# Task objective
How many lines of the data contain the word "function"? Give only that number.

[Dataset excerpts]
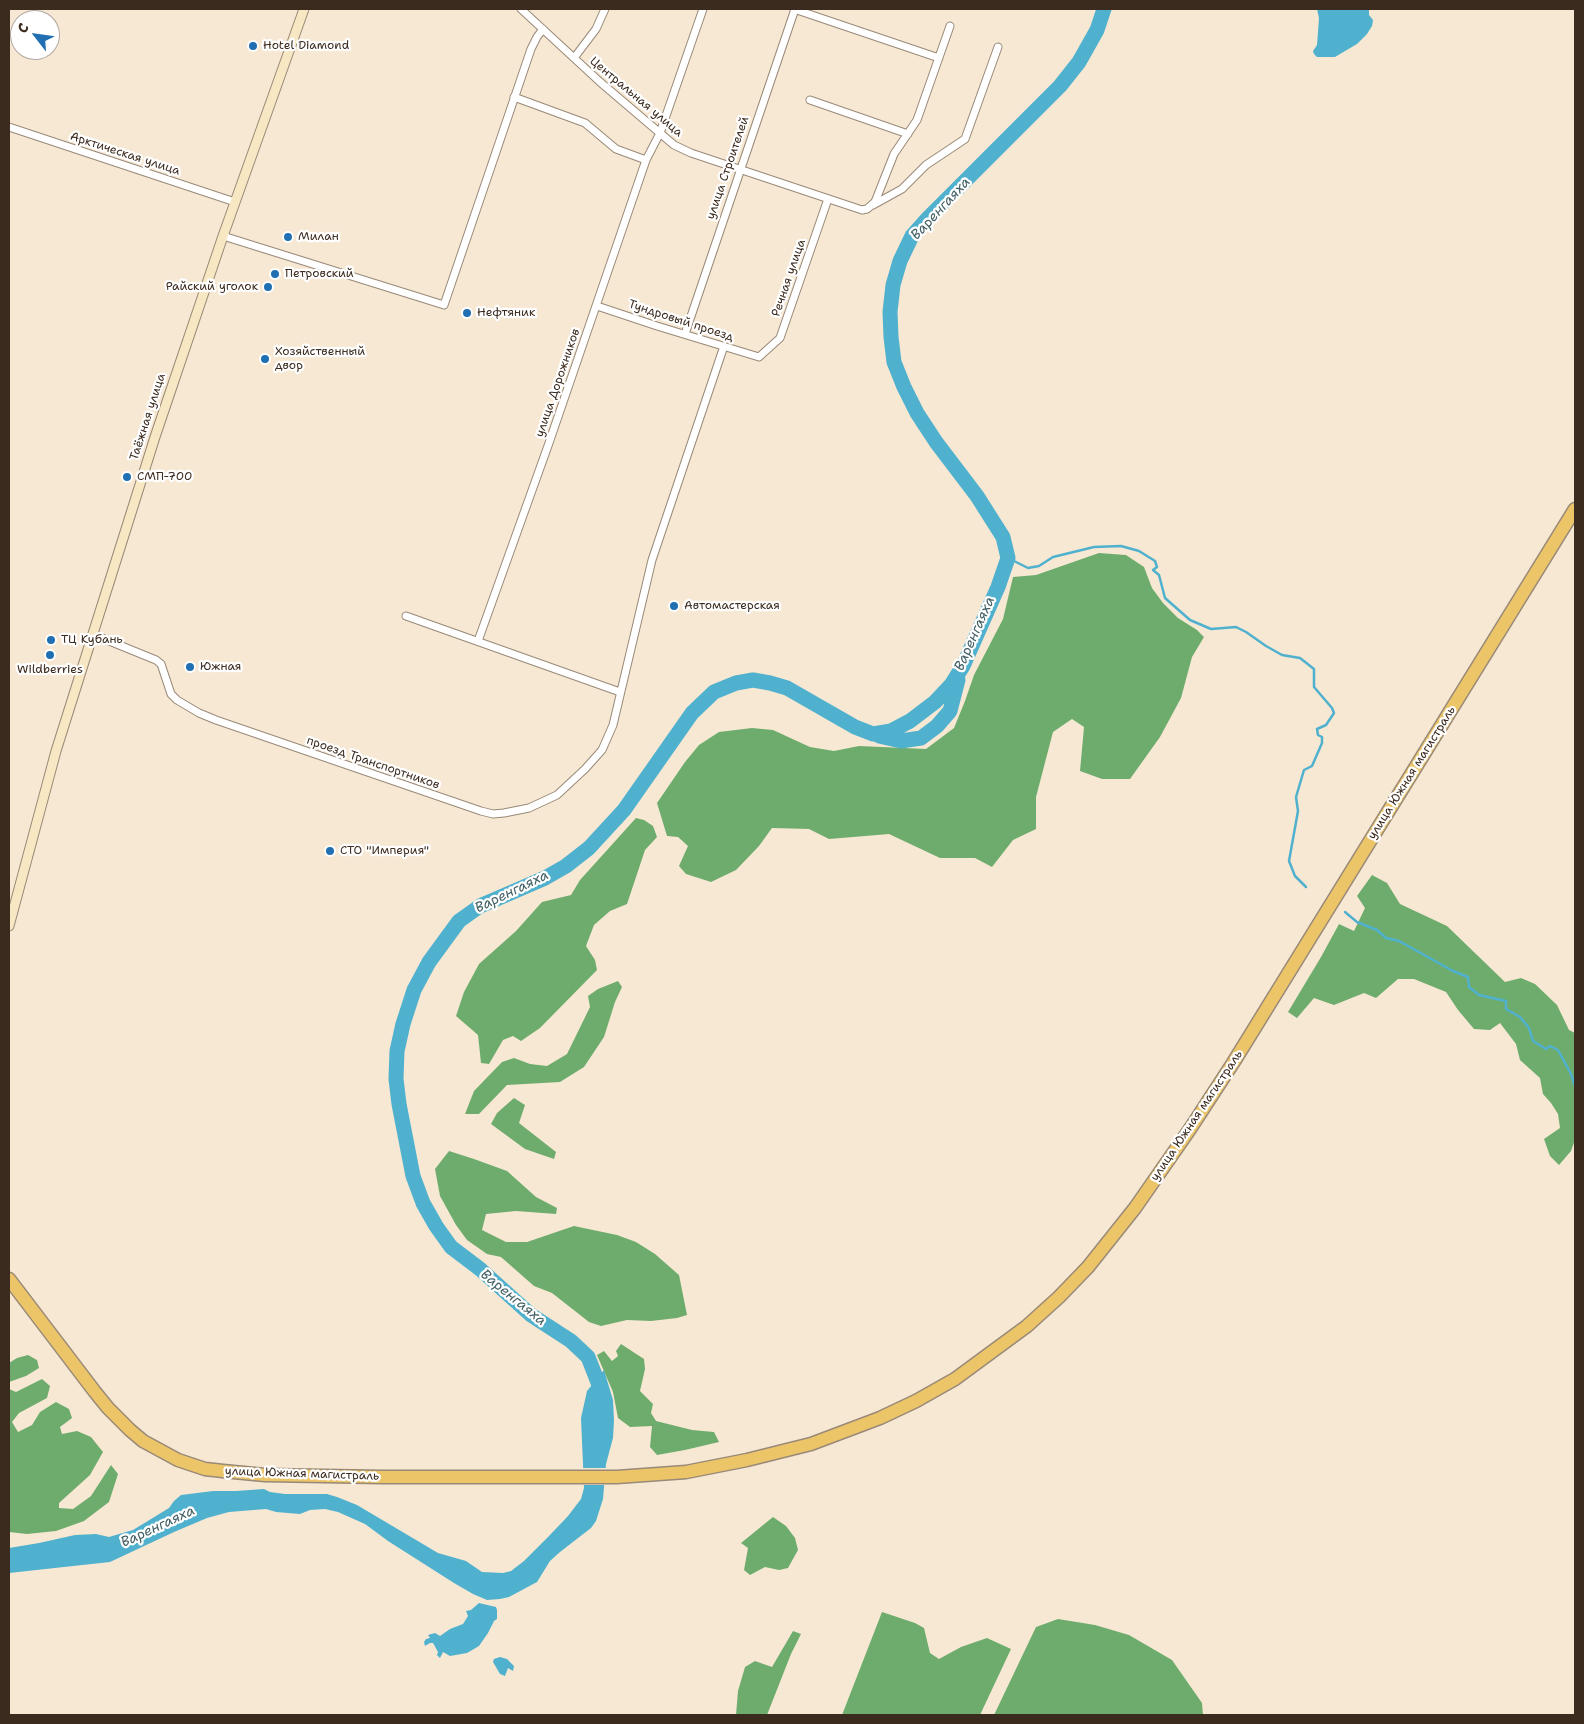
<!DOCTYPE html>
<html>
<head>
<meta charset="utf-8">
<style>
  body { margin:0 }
  #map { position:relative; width:1584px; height:1724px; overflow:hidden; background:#f7e8d3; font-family:"Shantell Sans",sans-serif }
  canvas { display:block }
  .frame { position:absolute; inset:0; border:10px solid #3b2a1e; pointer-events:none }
  .north { position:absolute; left:10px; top:10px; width:50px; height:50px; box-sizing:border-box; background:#fff; border:1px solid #b1aaa5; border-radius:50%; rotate:300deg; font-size:14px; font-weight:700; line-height:20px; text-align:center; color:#3b2a1e }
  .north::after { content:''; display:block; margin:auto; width:18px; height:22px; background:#1f6fb2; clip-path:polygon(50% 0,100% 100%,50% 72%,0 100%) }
</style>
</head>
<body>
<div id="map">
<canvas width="1584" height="1724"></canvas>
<div class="frame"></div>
<div class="north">С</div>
</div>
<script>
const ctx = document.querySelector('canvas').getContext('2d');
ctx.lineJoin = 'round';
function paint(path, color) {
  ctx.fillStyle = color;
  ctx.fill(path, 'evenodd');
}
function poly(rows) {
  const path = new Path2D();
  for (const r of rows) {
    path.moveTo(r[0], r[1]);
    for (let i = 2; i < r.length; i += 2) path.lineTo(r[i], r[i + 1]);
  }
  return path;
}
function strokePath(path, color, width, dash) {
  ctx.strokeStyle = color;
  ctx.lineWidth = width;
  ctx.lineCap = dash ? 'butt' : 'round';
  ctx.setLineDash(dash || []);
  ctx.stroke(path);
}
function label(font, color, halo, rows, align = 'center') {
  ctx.font = font + ' "Shantell Sans",sans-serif';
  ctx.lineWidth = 4.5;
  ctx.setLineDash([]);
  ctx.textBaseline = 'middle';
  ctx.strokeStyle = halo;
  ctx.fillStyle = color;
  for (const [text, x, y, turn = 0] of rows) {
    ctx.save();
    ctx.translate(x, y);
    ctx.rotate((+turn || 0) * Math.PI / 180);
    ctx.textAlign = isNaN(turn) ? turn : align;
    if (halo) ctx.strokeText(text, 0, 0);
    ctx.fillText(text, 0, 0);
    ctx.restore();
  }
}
paint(poly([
  [1099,553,1126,555,1144,567,1152,588,1163,603,1178,618,1197,630,1204,637,1192,657,1181,698,1160,737,1130,779,1102,779,1080,771,1084,727,1072,719,1053,732,1036,797,1036,829,1013,840,992,867,975,858,940,858,889,834,829,839,809,829,772,828,759,846,736,870,711,882,686,874,679,866,688,846,678,837,667,836,657,803,685,762,699,745,719,732,752,728,773,730,810,747,834,751,859,746,926,749,954,728,965,701,974,675,1003,619,1013,577,1036,575],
  [636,818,644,820,653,826,657,837,645,850,627,904,610,911,594,925,586,946,595,960,597,970,540,1028,521,1041,513,1036,503,1040,489,1064,481,1063,478,1035,456,1016,464,992,479,964,516,931,542,902,571,895,580,880],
  [1372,875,1387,883,1400,904,1447,926,1505,982,1521,978,1535,984,1557,1005,1569,1030,1575,1033,1575,1140,1571,1151,1559,1165,1550,1156,1544,1139,1560,1128,1558,1114,1551,1103,1543,1094,1540,1078,1520,1060,1516,1044,1500,1023,1490,1030,1474,1029,1458,1010,1446,992,1414,979,1398,979,1376,998,1364,993,1334,1005,1314,998,1297,1018,1288,1012,1321,957,1339,924,1354,931,1365,908,1357,896],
  [618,981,622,987,615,1002,604,1037,584,1067,560,1082,507,1085,479,1114,465,1114,474,1091,502,1062,514,1058,530,1064,547,1066,567,1054,590,1007,588,996,598,989],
  [514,1098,525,1105,519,1123,556,1152,554,1159,525,1149,491,1124,497,1113],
  [449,1151,474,1159,507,1171,536,1197,557,1208,556,1214,516,1211,486,1214,482,1230,506,1242,527,1242,574,1226,617,1235,636,1242,655,1254,679,1275,687,1315,677,1318,651,1321,627,1320,601,1326,589,1322,552,1293,534,1286,501,1257,487,1254,467,1240,456,1225,440,1196,435,1169],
  [621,1344,644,1359,645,1369,640,1391,653,1404,651,1413,656,1421,692,1430,714,1432,719,1442,685,1450,657,1455,650,1447,652,1426,630,1427,618,1418,613,1392,597,1355,604,1351,612,1361,618,1356,616,1351],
  [28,1355,37,1360,39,1368,26,1376,9,1382,9,1363,17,1358],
  [42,1379,50,1386,47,1398,19,1413,12,1422,18,1432,32,1425,40,1412,56,1402,69,1409,72,1418,60,1427,62,1434,77,1431,91,1437,103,1452,90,1475,59,1503,59,1508,73,1509,91,1496,111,1465,118,1474,109,1502,84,1521,56,1531,27,1534,9,1532,9,1389,16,1392],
  [773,1517,786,1526,795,1538,798,1550,788,1568,779,1570,765,1567,750,1575,744,1570,748,1548,741,1543],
  [882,1612,915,1623,924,1628,930,1653,939,1659,961,1647,987,1638,1011,1649,980,1715,842,1715],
  [1058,1619,1095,1625,1129,1635,1172,1660,1202,1703,1203,1715,994,1715,1036,1627],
  [793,1631,801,1634,791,1654,767,1715,736,1715,738,1691,745,1667,755,1661,772,1667]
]), '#6eac6e');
paint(poly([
  [1317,9,1369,9,1369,15,1373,20,1372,26,1367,34,1357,44,1335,57,1317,57,1314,54,1313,51,1317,45,1319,18],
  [604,1370,613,1400,614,1421,613,1438,606,1464,603,1499,596,1521,591,1528,560,1552,550,1561,537,1582,509,1597,500,1599,487,1600,473,1594,454,1583,388,1541,365,1524,338,1512,325,1509,310,1510,300,1514,276,1512,266,1509,229,1512,207,1518,174,1532,110,1562,9,1573,9,1548,39,1543,75,1535,96,1534,109,1537,126,1532,133,1530,169,1508,174,1501,181,1495,213,1491,236,1491,264,1489,270,1492,285,1494,327,1494,337,1497,357,1505,438,1553,466,1561,482,1572,503,1573,511,1571,524,1561,549,1536,568,1516,581,1499,584,1488,581,1418,587,1391],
  [479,1603,496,1607,497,1610,497,1619,494,1621,488,1633,479,1646,467,1653,450,1656,443,1652,440,1658,437,1655,438,1652,433,1643,430,1643,425,1646,424,1642,426,1639,430,1638,428,1635,435,1633,440,1636,450,1629,463,1624,468,1616,466,1611,471,1610],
  [500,1657,507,1659,514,1666,513,1671,508,1668,505,1676,500,1674,493,1662,494,1659]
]), '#50b1cf');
paint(poly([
  [581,1468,608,1468,606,1485,581,1485]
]), '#f7e8d3');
strokePath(poly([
  [1008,558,1028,568,1039,566,1053,557,1094,547,1121,546,1139,551,1155,561,1157,567,1153,570,1159,575,1165,598,1190,620,1211,629,1236,627,1246,632,1266,646,1282,655,1300,658,1314,669,1314,687,1332,708,1334,713,1326,725,1317,729,1318,735,1322,737,1322,743,1312,766,1304,770,1296,797,1298,811,1289,861,1295,876,1306,887],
  [1345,912,1357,922,1377,930,1386,938,1399,941,1453,971,1468,977,1469,987,1479,995,1506,1001,1506,1009,1520,1017,1529,1028,1533,1041,1546,1049,1550,1046,1558,1050,1571,1074,1575,1086]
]), '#50b1cf', 2.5);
strokePath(poly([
  [879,736,901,741,921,738,937,726,950,711,958,680],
  [600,1400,599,1385,588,1357,571,1341,531,1315,480,1269,451,1247,436,1226,423,1203,413,1176,399,1104,396,1079,397,1051,403,1024,414,990,429,962,459,921,480,906,545,878,566,866,589,848,624,810,692,713,714,692,736,683,753,680,770,683,787,688,855,727,873,734,891,731,910,721,935,702,951,685,963,666,998,587,1008,558,1003,537,977,496,936,442,917,413,904,387,894,362,891,337,890,312,893,285,900,261,912,236,928,218,1060,86,1079,62,1097,30,1104,9]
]), '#50b1cf', 15);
const street = poly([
  [521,9,600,82,674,145,691,153,862,210,867,209,875,202,894,154,917,120,950,26],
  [794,9,939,58],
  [574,58,596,29,605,9],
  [514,97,585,123,616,149,646,160],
  [810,100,908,134],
  [9,127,235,202],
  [873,205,902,189,926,165,965,139,998,47],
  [223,236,444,305,531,49,537,37,543,29],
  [597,306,657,326,759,357,780,338,828,199],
  [685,334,795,9],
  [406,616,620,692],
  [92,634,156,660,161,664,171,694,177,700,199,713,216,720,481,811,493,814,504,813,529,808,557,795,585,769,602,750,613,725,652,560,724,346],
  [478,641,549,443,646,160,660,133,703,9]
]);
const secondary = poly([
  [9,926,56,751,155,437,223,236,304,9]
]);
const highway = poly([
  [9,1279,95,1392,108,1408,130,1430,143,1441,178,1460,205,1469,223,1471,265,1475,383,1477,617,1477,686,1472,747,1460,811,1444,880,1418,916,1401,955,1379,1027,1326,1059,1297,1088,1267,1135,1208,1190,1129,1233,1063,1575,509]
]);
strokePath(street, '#998978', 9);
strokePath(secondary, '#998978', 11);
strokePath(highway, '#998978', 15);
strokePath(street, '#fff', 7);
strokePath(secondary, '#f7e8c3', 9);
strokePath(highway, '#ecc569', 12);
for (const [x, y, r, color] of [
  [253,46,5,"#1f6fb2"],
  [288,237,5,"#1f6fb2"],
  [275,274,5,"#1f6fb2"],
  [268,287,5,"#1f6fb2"],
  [467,313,5,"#1f6fb2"],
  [265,359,5,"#1f6fb2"],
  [127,477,5,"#1f6fb2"],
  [674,606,5,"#1f6fb2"],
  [51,640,5,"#1f6fb2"],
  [50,655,5,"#1f6fb2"],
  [190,667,5,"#1f6fb2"],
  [330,851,5,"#1f6fb2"]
]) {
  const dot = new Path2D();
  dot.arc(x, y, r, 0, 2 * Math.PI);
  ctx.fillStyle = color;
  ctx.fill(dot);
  strokePath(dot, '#fff', 2);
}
label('12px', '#3b2a1e', '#fff', [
  ["Hotel Diamond",263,46],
  ["Милан",298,237],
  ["Петровский",285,274],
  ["Райский уголок",258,287,"right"],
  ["Нефтяник",477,313],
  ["Хозяйственный",275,352],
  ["двор",275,366],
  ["СМП-700",137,477],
  ["Автомастерская",684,606],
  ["ТЦ Кубань",61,640],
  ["Южная",200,667],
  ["Wildberries",50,670,"center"],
  ["СТО \"Империя\"",340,851]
], 'left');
label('12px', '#3b2a1e', '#fff', [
  ["Центральная улица",636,97,40],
  ["Арктическая улица",125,154,18],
  ["улица Строителей",728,168,-71],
  ["Речная улица",789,278,-71],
  ["Тундровый проезд",681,321,18],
  ["улица Дорожников",558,383,-71],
  ["Таёжная улица",148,417,-72],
  ["проезд Транспортников",373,763,19],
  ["улица Южная магистраль",1412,773,-58],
  ["улица Южная магистраль",1197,1116,-56],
  ["улица Южная магистраль",302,1474,2]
]);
label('italic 14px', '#436065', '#fff', [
  ["Варенгаяха",941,209,-47],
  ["Варенгаяха",975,634,-66],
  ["Варенгаяха",512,892,-26],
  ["Варенгаяха",513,1298,39],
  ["Варенгаяха",158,1527,-25]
]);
</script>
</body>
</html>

# Output for this task
4